Task item - Please write out every line of the material exactly.

Data -
⟨

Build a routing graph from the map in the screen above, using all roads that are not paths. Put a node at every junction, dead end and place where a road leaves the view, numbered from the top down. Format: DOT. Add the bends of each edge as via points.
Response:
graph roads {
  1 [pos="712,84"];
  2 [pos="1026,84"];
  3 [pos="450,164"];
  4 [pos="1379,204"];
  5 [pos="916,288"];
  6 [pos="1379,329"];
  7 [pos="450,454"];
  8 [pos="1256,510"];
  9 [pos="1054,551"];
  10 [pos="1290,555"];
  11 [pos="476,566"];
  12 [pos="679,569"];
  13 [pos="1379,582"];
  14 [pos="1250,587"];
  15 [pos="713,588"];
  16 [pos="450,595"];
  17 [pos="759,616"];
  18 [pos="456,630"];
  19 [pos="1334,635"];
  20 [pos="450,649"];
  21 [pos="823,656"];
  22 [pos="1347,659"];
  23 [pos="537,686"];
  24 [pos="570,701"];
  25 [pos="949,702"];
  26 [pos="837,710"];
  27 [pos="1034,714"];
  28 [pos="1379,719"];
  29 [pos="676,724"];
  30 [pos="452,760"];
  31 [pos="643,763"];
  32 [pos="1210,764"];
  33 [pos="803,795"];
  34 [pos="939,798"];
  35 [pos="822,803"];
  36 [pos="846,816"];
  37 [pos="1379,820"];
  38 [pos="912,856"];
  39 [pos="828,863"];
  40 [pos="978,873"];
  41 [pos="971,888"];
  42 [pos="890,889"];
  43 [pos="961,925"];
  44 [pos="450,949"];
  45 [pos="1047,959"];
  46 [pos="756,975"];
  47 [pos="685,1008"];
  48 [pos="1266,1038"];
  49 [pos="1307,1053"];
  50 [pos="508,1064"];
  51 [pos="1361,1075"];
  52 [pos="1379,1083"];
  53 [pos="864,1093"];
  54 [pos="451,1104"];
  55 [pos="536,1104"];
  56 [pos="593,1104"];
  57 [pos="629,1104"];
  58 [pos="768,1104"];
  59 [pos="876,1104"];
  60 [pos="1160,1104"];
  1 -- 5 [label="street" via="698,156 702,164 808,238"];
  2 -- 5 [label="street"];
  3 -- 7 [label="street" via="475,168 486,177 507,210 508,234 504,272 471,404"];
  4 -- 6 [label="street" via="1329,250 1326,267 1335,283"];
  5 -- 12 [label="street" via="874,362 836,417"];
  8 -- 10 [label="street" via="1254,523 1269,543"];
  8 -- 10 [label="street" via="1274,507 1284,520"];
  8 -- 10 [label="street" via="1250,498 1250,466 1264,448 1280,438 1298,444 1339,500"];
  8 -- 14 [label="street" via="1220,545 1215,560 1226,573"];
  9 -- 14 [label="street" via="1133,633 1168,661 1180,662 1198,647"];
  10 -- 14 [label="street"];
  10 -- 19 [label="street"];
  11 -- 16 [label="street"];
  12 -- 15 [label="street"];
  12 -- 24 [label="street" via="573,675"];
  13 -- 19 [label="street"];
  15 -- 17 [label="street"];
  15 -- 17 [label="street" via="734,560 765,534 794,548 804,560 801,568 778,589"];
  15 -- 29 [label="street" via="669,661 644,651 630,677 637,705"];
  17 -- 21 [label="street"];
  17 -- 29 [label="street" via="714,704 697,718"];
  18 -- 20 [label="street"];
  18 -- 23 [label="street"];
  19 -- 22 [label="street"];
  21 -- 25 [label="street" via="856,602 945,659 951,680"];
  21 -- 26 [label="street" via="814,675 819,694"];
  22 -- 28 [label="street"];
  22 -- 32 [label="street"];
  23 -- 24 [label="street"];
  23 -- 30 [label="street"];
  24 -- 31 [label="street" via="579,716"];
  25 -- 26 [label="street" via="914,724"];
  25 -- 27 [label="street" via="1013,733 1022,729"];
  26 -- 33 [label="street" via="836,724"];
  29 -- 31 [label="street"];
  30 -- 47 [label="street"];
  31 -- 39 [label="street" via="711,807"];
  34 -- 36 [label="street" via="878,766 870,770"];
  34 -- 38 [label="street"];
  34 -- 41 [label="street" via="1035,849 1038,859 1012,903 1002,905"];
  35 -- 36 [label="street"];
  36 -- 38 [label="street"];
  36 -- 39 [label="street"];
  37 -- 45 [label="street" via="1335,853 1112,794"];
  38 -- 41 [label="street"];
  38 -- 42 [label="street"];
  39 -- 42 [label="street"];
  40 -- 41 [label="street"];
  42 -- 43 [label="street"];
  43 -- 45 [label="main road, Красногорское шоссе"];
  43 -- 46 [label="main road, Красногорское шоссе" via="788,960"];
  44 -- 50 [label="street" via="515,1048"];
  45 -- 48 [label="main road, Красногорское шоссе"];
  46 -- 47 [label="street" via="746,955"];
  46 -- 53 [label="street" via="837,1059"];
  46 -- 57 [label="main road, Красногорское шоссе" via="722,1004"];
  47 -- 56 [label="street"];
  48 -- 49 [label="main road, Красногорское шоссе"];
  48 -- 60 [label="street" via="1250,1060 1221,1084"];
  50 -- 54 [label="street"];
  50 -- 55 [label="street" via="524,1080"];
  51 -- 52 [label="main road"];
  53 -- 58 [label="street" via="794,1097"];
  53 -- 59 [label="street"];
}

⟩

Reply -
Build a routing graph from the map in the screen above, using all roads that are not paths. Put a node at every junction, dead end and place where a road leaves the view, numbered from the top down. Format: DOT. Add the bends of each edge as via points.
Response:
graph roads {
  1 [pos="712,84"];
  2 [pos="1026,84"];
  3 [pos="450,164"];
  4 [pos="1379,204"];
  5 [pos="916,288"];
  6 [pos="1379,329"];
  7 [pos="450,454"];
  8 [pos="1256,510"];
  9 [pos="1054,551"];
  10 [pos="1290,555"];
  11 [pos="476,566"];
  12 [pos="679,569"];
  13 [pos="1379,582"];
  14 [pos="1250,587"];
  15 [pos="713,588"];
  16 [pos="450,595"];
  17 [pos="759,616"];
  18 [pos="456,630"];
  19 [pos="1334,635"];
  20 [pos="450,649"];
  21 [pos="823,656"];
  22 [pos="1347,659"];
  23 [pos="537,686"];
  24 [pos="570,701"];
  25 [pos="949,702"];
  26 [pos="837,710"];
  27 [pos="1034,714"];
  28 [pos="1379,719"];
  29 [pos="676,724"];
  30 [pos="452,760"];
  31 [pos="643,763"];
  32 [pos="1210,764"];
  33 [pos="803,795"];
  34 [pos="939,798"];
  35 [pos="822,803"];
  36 [pos="846,816"];
  37 [pos="1379,820"];
  38 [pos="912,856"];
  39 [pos="828,863"];
  40 [pos="978,873"];
  41 [pos="971,888"];
  42 [pos="890,889"];
  43 [pos="961,925"];
  44 [pos="450,949"];
  45 [pos="1047,959"];
  46 [pos="756,975"];
  47 [pos="685,1008"];
  48 [pos="1266,1038"];
  49 [pos="1307,1053"];
  50 [pos="508,1064"];
  51 [pos="1361,1075"];
  52 [pos="1379,1083"];
  53 [pos="864,1093"];
  54 [pos="451,1104"];
  55 [pos="536,1104"];
  56 [pos="593,1104"];
  57 [pos="629,1104"];
  58 [pos="768,1104"];
  59 [pos="876,1104"];
  60 [pos="1160,1104"];
  1 -- 5 [label="street" via="698,156 702,164 808,238"];
  2 -- 5 [label="street"];
  3 -- 7 [label="street" via="475,168 486,177 507,210 508,234 504,272 471,404"];
  4 -- 6 [label="street" via="1329,250 1326,267 1335,283"];
  5 -- 12 [label="street" via="874,362 836,417"];
  8 -- 10 [label="street" via="1254,523 1269,543"];
  8 -- 10 [label="street" via="1274,507 1284,520"];
  8 -- 10 [label="street" via="1250,498 1250,466 1264,448 1280,438 1298,444 1339,500"];
  8 -- 14 [label="street" via="1220,545 1215,560 1226,573"];
  9 -- 14 [label="street" via="1133,633 1168,661 1180,662 1198,647"];
  10 -- 14 [label="street"];
  10 -- 19 [label="street"];
  11 -- 16 [label="street"];
  12 -- 15 [label="street"];
  12 -- 24 [label="street" via="573,675"];
  13 -- 19 [label="street"];
  15 -- 17 [label="street"];
  15 -- 17 [label="street" via="734,560 765,534 794,548 804,560 801,568 778,589"];
  15 -- 29 [label="street" via="669,661 644,651 630,677 637,705"];
  17 -- 21 [label="street"];
  17 -- 29 [label="street" via="714,704 697,718"];
  18 -- 20 [label="street"];
  18 -- 23 [label="street"];
  19 -- 22 [label="street"];
  21 -- 25 [label="street" via="856,602 945,659 951,680"];
  21 -- 26 [label="street" via="814,675 819,694"];
  22 -- 28 [label="street"];
  22 -- 32 [label="street"];
  23 -- 24 [label="street"];
  23 -- 30 [label="street"];
  24 -- 31 [label="street" via="579,716"];
  25 -- 26 [label="street" via="914,724"];
  25 -- 27 [label="street" via="1013,733 1022,729"];
  26 -- 33 [label="street" via="836,724"];
  29 -- 31 [label="street"];
  30 -- 47 [label="street"];
  31 -- 39 [label="street" via="711,807"];
  34 -- 36 [label="street" via="878,766 870,770"];
  34 -- 38 [label="street"];
  34 -- 41 [label="street" via="1035,849 1038,859 1012,903 1002,905"];
  35 -- 36 [label="street"];
  36 -- 38 [label="street"];
  36 -- 39 [label="street"];
  37 -- 45 [label="street" via="1335,853 1112,794"];
  38 -- 41 [label="street"];
  38 -- 42 [label="street"];
  39 -- 42 [label="street"];
  40 -- 41 [label="street"];
  42 -- 43 [label="street"];
  43 -- 45 [label="main road, Красногорское шоссе"];
  43 -- 46 [label="main road, Красногорское шоссе" via="788,960"];
  44 -- 50 [label="street" via="515,1048"];
  45 -- 48 [label="main road, Красногорское шоссе"];
  46 -- 47 [label="street" via="746,955"];
  46 -- 53 [label="street" via="837,1059"];
  46 -- 57 [label="main road, Красногорское шоссе" via="722,1004"];
  47 -- 56 [label="street"];
  48 -- 49 [label="main road, Красногорское шоссе"];
  48 -- 60 [label="street" via="1250,1060 1221,1084"];
  50 -- 54 [label="street"];
  50 -- 55 [label="street" via="524,1080"];
  51 -- 52 [label="main road"];
  53 -- 58 [label="street" via="794,1097"];
  53 -- 59 [label="street"];
}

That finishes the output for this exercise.